Among women in group prenatal care, 5.7 percent gave birth before 37 weeks, compared with a 13.2 percent rate for those who had typical prenatal visits. And 81 percent of the CenteringPregnancy moms were breastfeeding their babies when they left the hospital, compared with the 67 percent rate among non-participating mothers.

Many women are initially uncomfortable with the idea of breastfeeding. But as they learn about its health impact on babies and mothers, including a decreased risk of breast cancer, many decide to try it, Johnson says. Group discussions help normalize the practice.


Searching for answers

Why is infant mortality so high in Racine’s African-American community? The problem is complex, and the causes are difficult to tease apart.

“There’s an impact when you live in a neighborhood where you always know someone who lost a baby in the last year,” Johnson says. “The stress of that grief affects more than the family.”

Previous research suggests that racism contributes to increased stress levels for African-Americans around the country. In Racine, such stress is compounded by poverty and high unemployment rates.

Chronic stress raises a mother’s risk of preterm labor and other obstetric complications. “The fight-or-flight response causes your blood pressure to go up and decreases the blood flow to your vital organs,” Johnson says, “while increasing cortisol and glucose levels.”

If these changes become chronic, they can trigger early labor and premature birth, which are top contributing factors in deaths before age 1.

In their search for solutions in Racine, Johnson and Malnory championed CenteringPregnancy, a program first developed in Boston two decades ago. A March of Dimes grant helped launch the program at All Saints in 2012. Since then, funding has also been provided by the Community-Academic Partnership Fund of the UW School of Medicine and Public Health’s Wisconsin Partnership Program.

CenteringPregnancy groups typically include eight to 12 women and are led by a physician such as Hartley or Dr. Tasha Johnson. The groups mirror the diversity of Racine, featuring a mix of white, African-American and Latina women ranging from teenagers to 40-somethings. Meetings start with quick, private exams for each woman, then move to group education on topics such as nutrition, labor and infant care.

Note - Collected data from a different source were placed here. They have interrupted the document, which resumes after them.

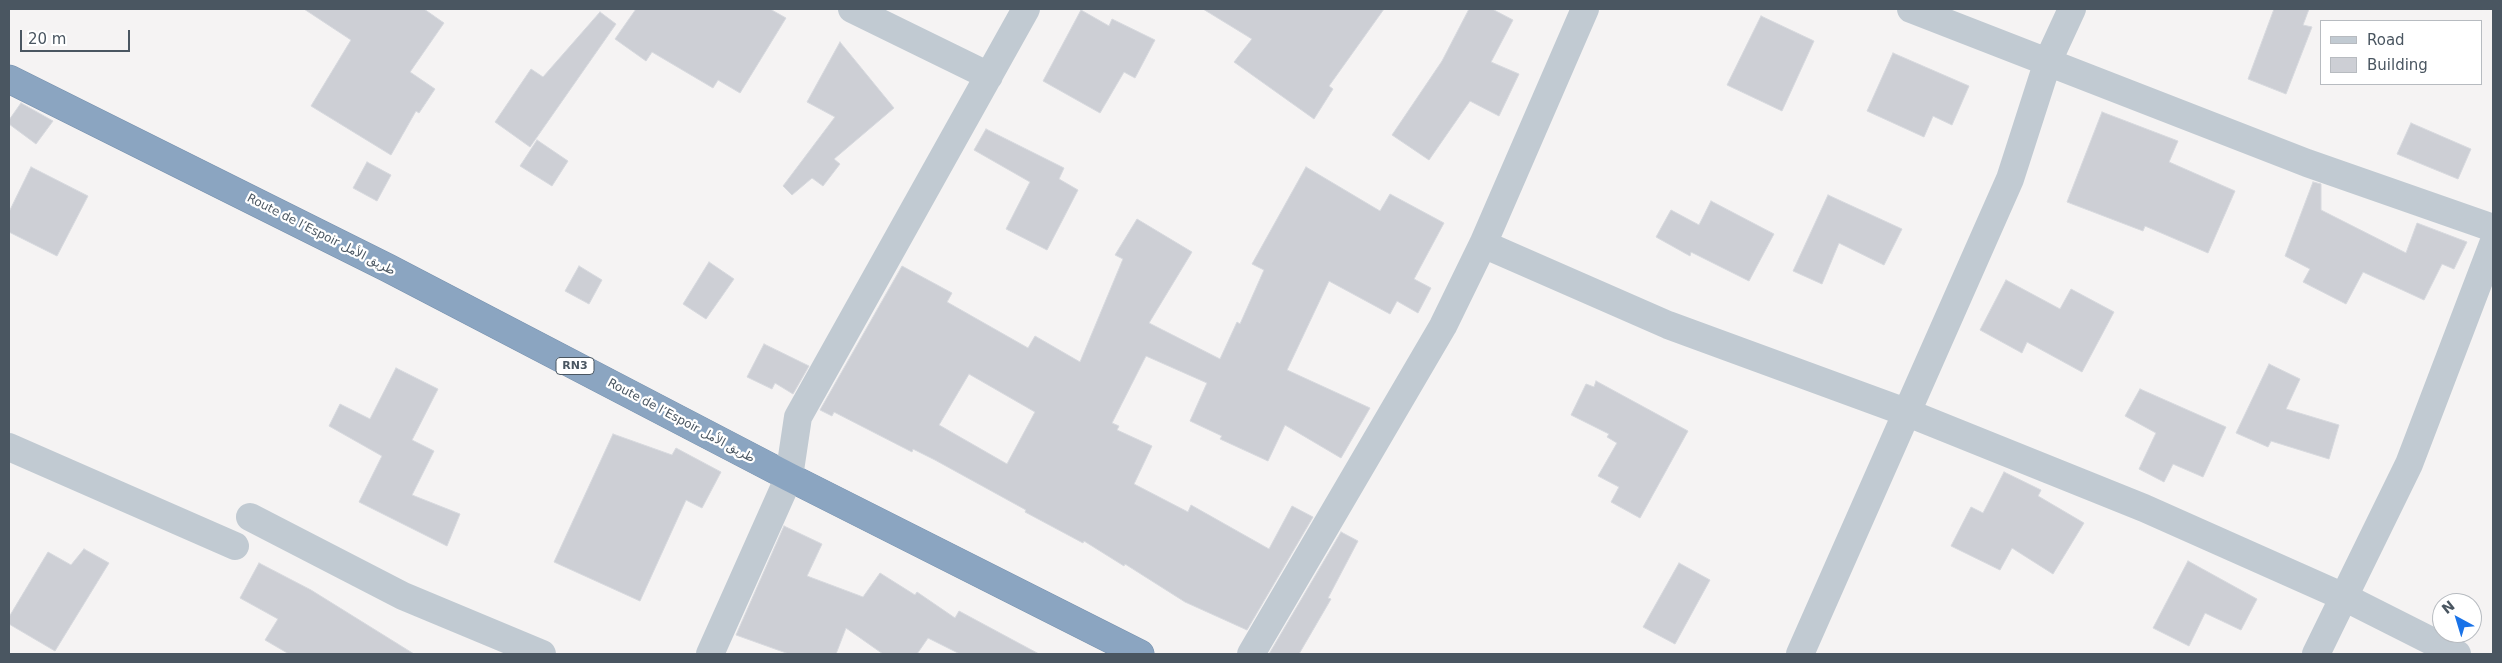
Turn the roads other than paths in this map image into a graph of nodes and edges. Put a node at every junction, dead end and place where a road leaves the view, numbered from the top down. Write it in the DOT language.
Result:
graph roads {
  1 [pos="852,9"];
  2 [pos="1026,9"];
  3 [pos="1585,9"];
  4 [pos="1911,9"];
  5 [pos="2072,9"];
  6 [pos="2048,61"];
  7 [pos="989,76"];
  8 [pos="9,79"];
  9 [pos="2493,228"];
  10 [pos="1483,244"];
  11 [pos="2493,244"];
  12 [pos="1908,413"];
  13 [pos="9,447"];
  14 [pos="789,477"];
  15 [pos="250,517"];
  16 [pos="235,546"];
  17 [pos="2344,597"];
  18 [pos="542,654"];
  19 [pos="710,654"];
  20 [pos="1140,654"];
  21 [pos="1251,654"];
  22 [pos="1800,654"];
  23 [pos="2316,654"];
  24 [pos="2457,654"];
  1 -- 7 [label="street"];
  2 -- 7 [label="street"];
  3 -- 10 [label="street"];
  4 -- 6 [label="street"];
  5 -- 6 [label="street"];
  6 -- 9 [label="street"];
  6 -- 12 [label="street"];
  7 -- 14 [label="street"];
  8 -- 14 [label="highway, Route de l’Espoir طريق الأمل / RN3"];
  10 -- 12 [label="street"];
  10 -- 21 [label="street"];
  11 -- 17 [label="street"];
  12 -- 17 [label="street"];
  12 -- 22 [label="street"];
  13 -- 16 [label="street"];
  14 -- 19 [label="street"];
  14 -- 20 [label="highway, Route de l’Espoir طريق الأمل / RN3"];
  15 -- 18 [label="street"];
  17 -- 23 [label="street"];
  17 -- 24 [label="street"];
}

Melissa Allison, 33, joined a CenteringPregnancy group at All Saints before the birth of her third child in 2015. “I thought, ‘Why not be around other pregnant women who are all experiencing the same thing?’” she says. And 40-year-old Anna Huizar, who gave birth to her fourth child in 2016, liked the extra time with her obstetrician. “I could spend two hours with her instead of 15 minutes,” she says.


Peer support

Hartley says the moms encourage each other to make healthy choices, such as exercising more or trying to breastfeed after birth. And friendships are made. Hartley has watched mothers offer each other jobs or places to live.

Teresa Johnson holds a baby.
(Photo courtesy of Teresa Johnson)

The camaraderie doesn’t end with the pregnancies. Allison was excited to meet babies from the group, and several moms still get together for outings, sharing their latest baby photos.

This easing of social isolation, Teresa Johnson says, is a main benefit of CenteringPregnancy. “A lot of people are far from their family or do not have family that can provide the support,” she says.

Malnory says she values Johnson’s expertise as both a nurse and researcher, particularly in developing practice guidelines to care for babies in All Saints’ neonatal intensive care unit, or NICU.

Johnson recommended updates in how the NICU tracks the growth of preemies. She also helped initiate the NICU’s encouragement that mothers pump breast milk within hours of delivery. The milk helps protect infants from life-threatening infections.

It’s all geared to save as many lives as possible, because the consequences of infant mortality are far-reaching.

Emily Nowak, one of Johnson’s doctoral students, interviewed mothers whose babies died in their first year and discovered communitywide consequences. “There’s an impact when you live in a neighborhood where you always know someone who lost a baby in the last year,” Johnson says. “The stress of that grief affects more than the family.”